Quercetin, rutin, and their combinations modulate penile phosphodiesterase-5′, arginase, acetylcholinesterase, and angiotensin-I-converting enzyme activities: a comparative study

Abstract

This study demonstrates the effects of rutin and quercetin and their various combinations on phosphodiesterase-5 (PDE-5), arginase, acetylcholinesterase (AChE), and angiotensin-I-converting enzyme (ACE) activities in vitro. The effects of the flavonoids against Fe2+- and sodium nitroprusside (SNP)-induced lipid peroxidation in rats’ corpus cavernosum tissues were also investigated.

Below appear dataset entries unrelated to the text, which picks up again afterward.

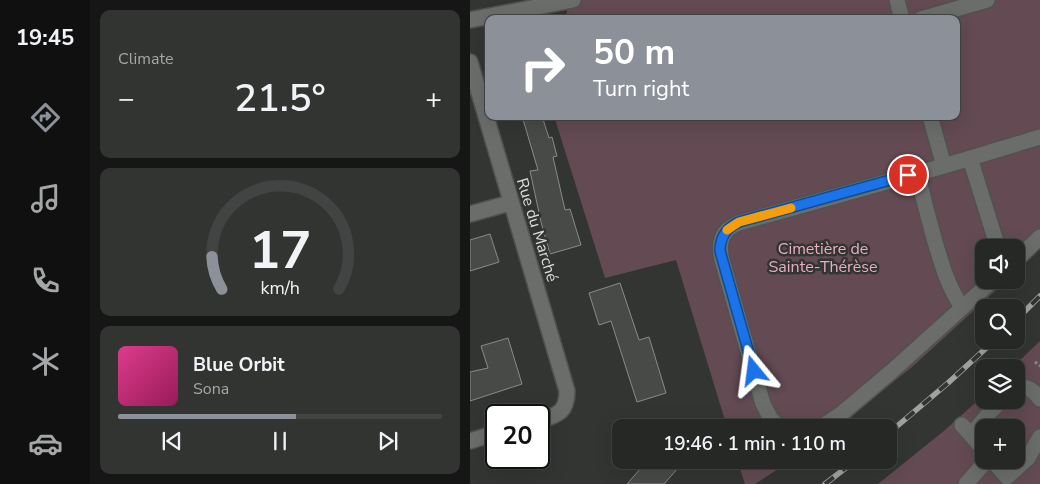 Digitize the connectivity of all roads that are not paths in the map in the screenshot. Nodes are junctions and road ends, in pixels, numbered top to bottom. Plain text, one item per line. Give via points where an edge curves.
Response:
1 (897, 0) edge
2 (987, 0) edge
3 (569, 1) edge
4 (496, 15) edge
5 (901, 15) edge
6 (935, 15) edge
7 (485, 17) edge
8 (470, 20) edge
9 (470, 62) edge
10 (485, 115) edge
11 (486, 120) edge
12 (931, 120) edge
13 (1040, 137) edge
14 (970, 158) junction
15 (944, 166) junction
16 (918, 173) junction
17 (510, 203) junction
18 (470, 214) edge
19 (1040, 237) edge
20 (995, 239) edge
21 (1025, 251) edge
22 (983, 289) edge
23 (962, 307) junction
24 (1025, 387) edge
25 (1040, 399) edge
26 (993, 409) edge
27 (550, 417) edge
28 (771, 419) edge
29 (834, 419) edge
30 (981, 419) edge
31 (975, 423) edge
32 (485, 436) edge
33 (1040, 437) edge
34 (975, 440) edge
35 (470, 441) edge
36 (1025, 461) edge
37 (980, 469) edge
38 (1000, 469) edge
39 (1016, 469) edge
40 (966, 484) edge

1 - 5 street
2 - 6 street
3 - 4 street
7 - 8 street
9 - 10 street, Rue du Marché
11 - 17 street, Rue du Marché
12 - 15 street
13 - 14 street
14 - 15 street
14 - 20 street
15 - 16 street
16 - 23 street via 944,273
16 - 28 street via 739,222 724,232 720,251 763,404
17 - 18 street
17 - 27 street, Rue du Marché via 566,385 564,408
19 - 21 street
22 - 23 street
23 - 29 street
24 - 25 street
26 - 30 street
31 - 34 street via 966,430
32 - 35 street
33 - 36 street
37 - 40 street
38 - 39 street via 1007,477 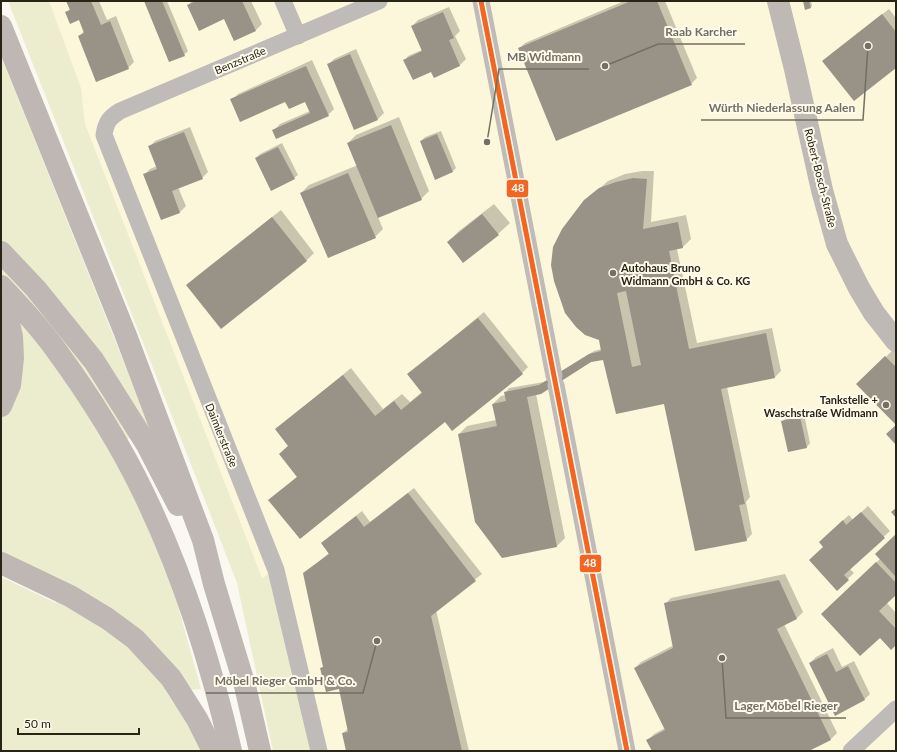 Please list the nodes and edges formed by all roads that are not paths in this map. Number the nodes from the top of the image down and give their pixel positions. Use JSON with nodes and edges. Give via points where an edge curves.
{"nodes":[{"id":1,"x":283,"y":1,"type":"edge"},
{"id":2,"x":379,"y":1,"type":"edge"},
{"id":3,"x":481,"y":1,"type":"edge"},
{"id":4,"x":778,"y":1,"type":"edge"},
{"id":5,"x":1,"y":26,"type":"edge"},
{"id":6,"x":298,"y":36,"type":"junction"},
{"id":7,"x":106,"y":125,"type":"joint"},
{"id":8,"x":1,"y":252,"type":"edge"},
{"id":9,"x":1,"y":286,"type":"edge"},
{"id":10,"x":1,"y":304,"type":"edge"},
{"id":11,"x":896,"y":341,"type":"edge"},
{"id":12,"x":1,"y":406,"type":"edge"},
{"id":13,"x":1,"y":564,"type":"edge"},
{"id":14,"x":214,"y":584,"type":"junction"},
{"id":15,"x":896,"y":709,"type":"edge"},
{"id":16,"x":213,"y":751,"type":"edge"},
{"id":17,"x":231,"y":751,"type":"edge"},
{"id":18,"x":260,"y":751,"type":"edge"},
{"id":19,"x":319,"y":751,"type":"edge"},
{"id":20,"x":627,"y":751,"type":"edge"},
{"id":21,"x":852,"y":751,"type":"edge"}],
"edges":[{"from":1,"to":6,"type":"street"},
{"from":2,"to":6,"type":"street","name":"Benzstraße"},
{"from":3,"to":20,"type":"street"},
{"from":4,"to":11,"type":"street","name":"Robert-Bosch-Straße","via":[[837,244],[870,307]]},
{"from":5,"to":14,"type":"highway","via":[[173,458],[203,540]]},
{"from":6,"to":7,"type":"street","name":"Benzstraße","via":[[120,111],[112,116]]},
{"from":7,"to":19,"type":"street","name":"Daimlerstraße","via":[[106,142],[276,570]]},
{"from":8,"to":14,"type":"highway","via":[[36,289],[94,361],[147,445]]},
{"from":9,"to":17,"type":"highway","via":[[60,355],[116,442],[144,494],[188,600],[207,659]]},
{"from":10,"to":12,"type":"highway","via":[[8,318],[13,358],[10,385]]},
{"from":13,"to":16,"type":"highway","via":[[70,596],[135,639],[171,678],[197,719]]},
{"from":14,"to":18,"type":"highway","via":[[245,686]]},
{"from":15,"to":21,"type":"street"}]} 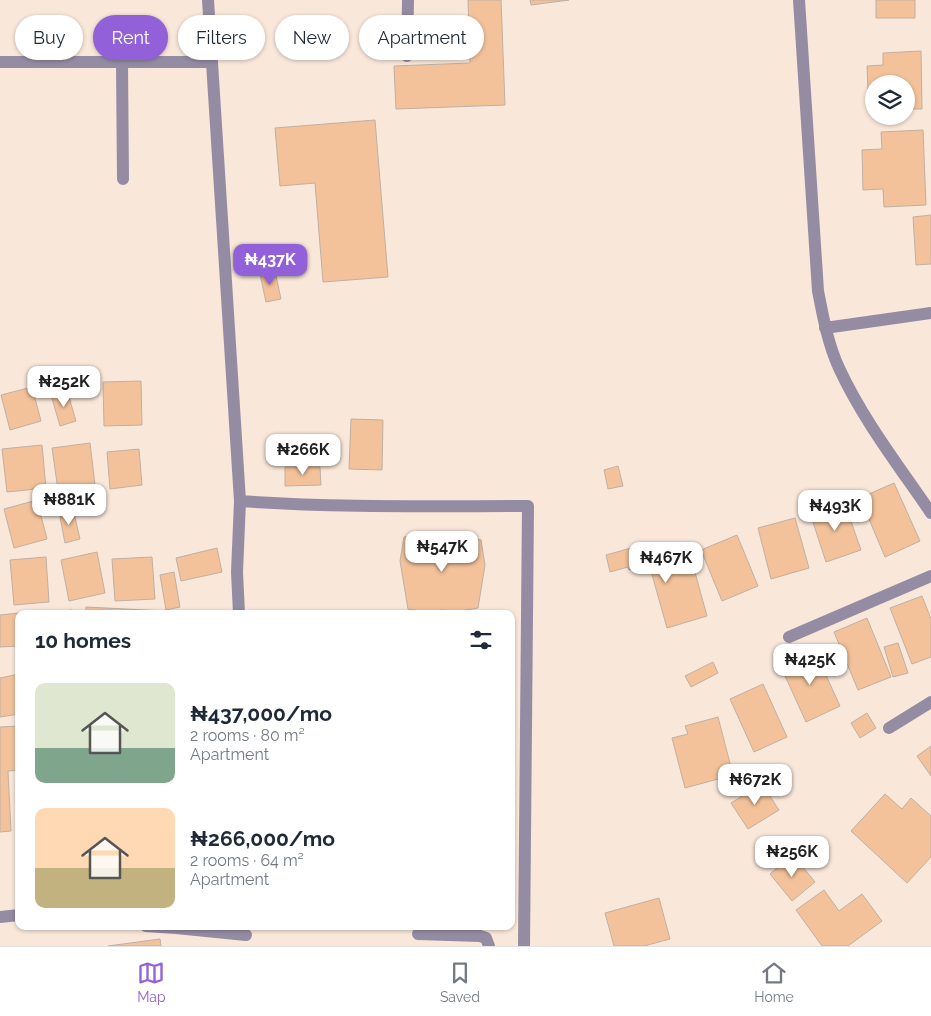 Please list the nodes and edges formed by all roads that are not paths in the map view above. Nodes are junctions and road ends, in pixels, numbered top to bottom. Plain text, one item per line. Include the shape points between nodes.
1 (208, 0) edge
2 (408, 0) edge
3 (799, 0) edge
4 (408, 15) edge
5 (0, 62) edge
6 (211, 62) junction
7 (122, 63) junction
8 (123, 179) dead end
9 (931, 313) edge
10 (826, 328) junction
11 (240, 501) junction
12 (931, 513) edge
13 (931, 576) edge
14 (239, 610) edge
15 (788, 636) dead end
16 (931, 702) edge
17 (890, 728) dead end
18 (15, 915) edge
19 (0, 917) edge
20 (194, 930) edge
21 (418, 934) dead end
22 (246, 936) edge
23 (489, 946) edge
24 (524, 946) edge

1 - 6 street
2 - 4 street
3 - 10 street via 818,291
5 - 7 street
6 - 7 street
6 - 11 street
7 - 8 street
9 - 10 street
10 - 12 street via 839,366 858,404
11 - 14 street
11 - 24 street via 326,505 528,506
13 - 15 street
16 - 17 street
18 - 19 street
20 - 22 street
21 - 23 street via 480,936 486,938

Quercetin and rutin were dissolved in dimethylsulfoxide (DMSO) to a final concentration of 1 mM each. Thereafter, their combinations (50% quercetin + 50% rutin [Q1:R1]; 75% quercetin + 25% rutin [Q3:R1]; 25% quercetin + 75% rutin [Q1:R3]) were prepared. Our findings revealed that both flavonoids inhibited PDE-5, arginase, AChE, and ACE activities. Rutin exhibited significantly higher inhibitory effects on PDE-5, AChE, and ACE activities compared to quercetin. Considering the combinations, Q1:R3 was more potent compared to Q1:R1 and Q3:R1. Both flavonoids inhibited Fe2+- and SNP-induced lipid peroxidation in rat’s corpus cavernosa tissues. Rutin also showed higher inhibitory effects on Fe- and SNP-induced lipid peroxidation. Similarly, the combinatorial effects of the flavonoids revealed that Q1:R3 significantly inhibited malondialdehyde (MDA) production compared to Q1:R1 and Q3:R1. In conclusion, our findings suggest that the combination of quercetin and rutin is more potent than their individual effect.